Europe Facing More Pressure to Reconsider Cuts as a Cure

NEW YORK TIMES: Unemployment has surpassed Great Depression-era levels in Southern Europe. Recession is drifting to the once resilient economies of the north. Even some onetime hawks on government spending say they cannot cut any more.

After years of insisting that the primary cure for Europe’s malaise is to slash spending, the champions of austerity, most notably Chancellor Angela Merkel of Germany, find themselves under intensified pressure to back off unpopular remedies and find some way to restore faltering growth to the world’s largest economic bloc.

On Friday, Prime Minister Mariano Rajoy of Spain, who once promoted aggressive budget cuts, became the latest leader to reject European Union targets for reducing deficits…   (more)
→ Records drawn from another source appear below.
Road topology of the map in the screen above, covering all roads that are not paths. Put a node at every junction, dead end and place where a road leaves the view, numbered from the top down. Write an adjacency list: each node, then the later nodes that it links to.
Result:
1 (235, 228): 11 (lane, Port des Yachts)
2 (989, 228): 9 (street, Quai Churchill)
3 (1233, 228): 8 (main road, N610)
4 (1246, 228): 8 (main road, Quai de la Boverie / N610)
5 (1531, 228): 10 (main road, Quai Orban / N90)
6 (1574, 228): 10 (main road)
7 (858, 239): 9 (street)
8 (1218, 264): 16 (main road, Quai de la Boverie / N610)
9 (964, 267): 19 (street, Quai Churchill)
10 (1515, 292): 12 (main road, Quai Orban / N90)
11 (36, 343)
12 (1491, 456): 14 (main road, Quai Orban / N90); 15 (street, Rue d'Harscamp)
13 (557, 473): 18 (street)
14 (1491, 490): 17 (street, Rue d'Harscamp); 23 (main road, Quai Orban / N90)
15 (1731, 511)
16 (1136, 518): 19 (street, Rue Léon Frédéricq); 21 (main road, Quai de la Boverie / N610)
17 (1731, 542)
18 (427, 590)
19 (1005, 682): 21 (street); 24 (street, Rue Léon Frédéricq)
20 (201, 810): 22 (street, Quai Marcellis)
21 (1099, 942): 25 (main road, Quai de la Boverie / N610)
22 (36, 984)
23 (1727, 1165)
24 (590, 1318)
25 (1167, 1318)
EDITOR: The price of democracy is that all too often damn fools who ignore history and factual information get to set policy.  Austerity is no cure for a sharp recession; rather it is pouring gasoline on a fire.  Moreover, the idea of a single Euro for all of Europe is patent nonsense and the cause of much of the region’s economic malaise.

Knowledgeable experts are ignored; demagogues and ignoramuses are treated as sages.  That is the way of the world.  And what would be a better alternative form of governmental system?  All the others have proven worse.

It isn’t how much public debt there is.  The issue is what is the ratio of debt to total Gross National Product (GNP).  (Millionaires often  owe more money than the average person.)

Cutting fiscal spending leads to greater unemployment and governmental costs, thus increasing debt and reducing GNP.  Fiscal stimulus  (through deficit spending) puts people to work and reduces governmenet subsidies.  This leads to recovery,  increases GNP,  balances teh federal budget which in turns  shrinks the ratio of national debt to GNP.

Moreover, subsidies to the unemployed helps them and to a certain extent the economy, but it creates no assets.  Putting people to work building roads, repairing bridges, educating the youg creates assets.   It is the difference between losing money the race track and investing in a new house.   In the latter case, you have an asset to offset a debt.

With recovery, today’s 80% ratio of national debt to annual GNP would likely soon fall into the 70s, a very healthy condition.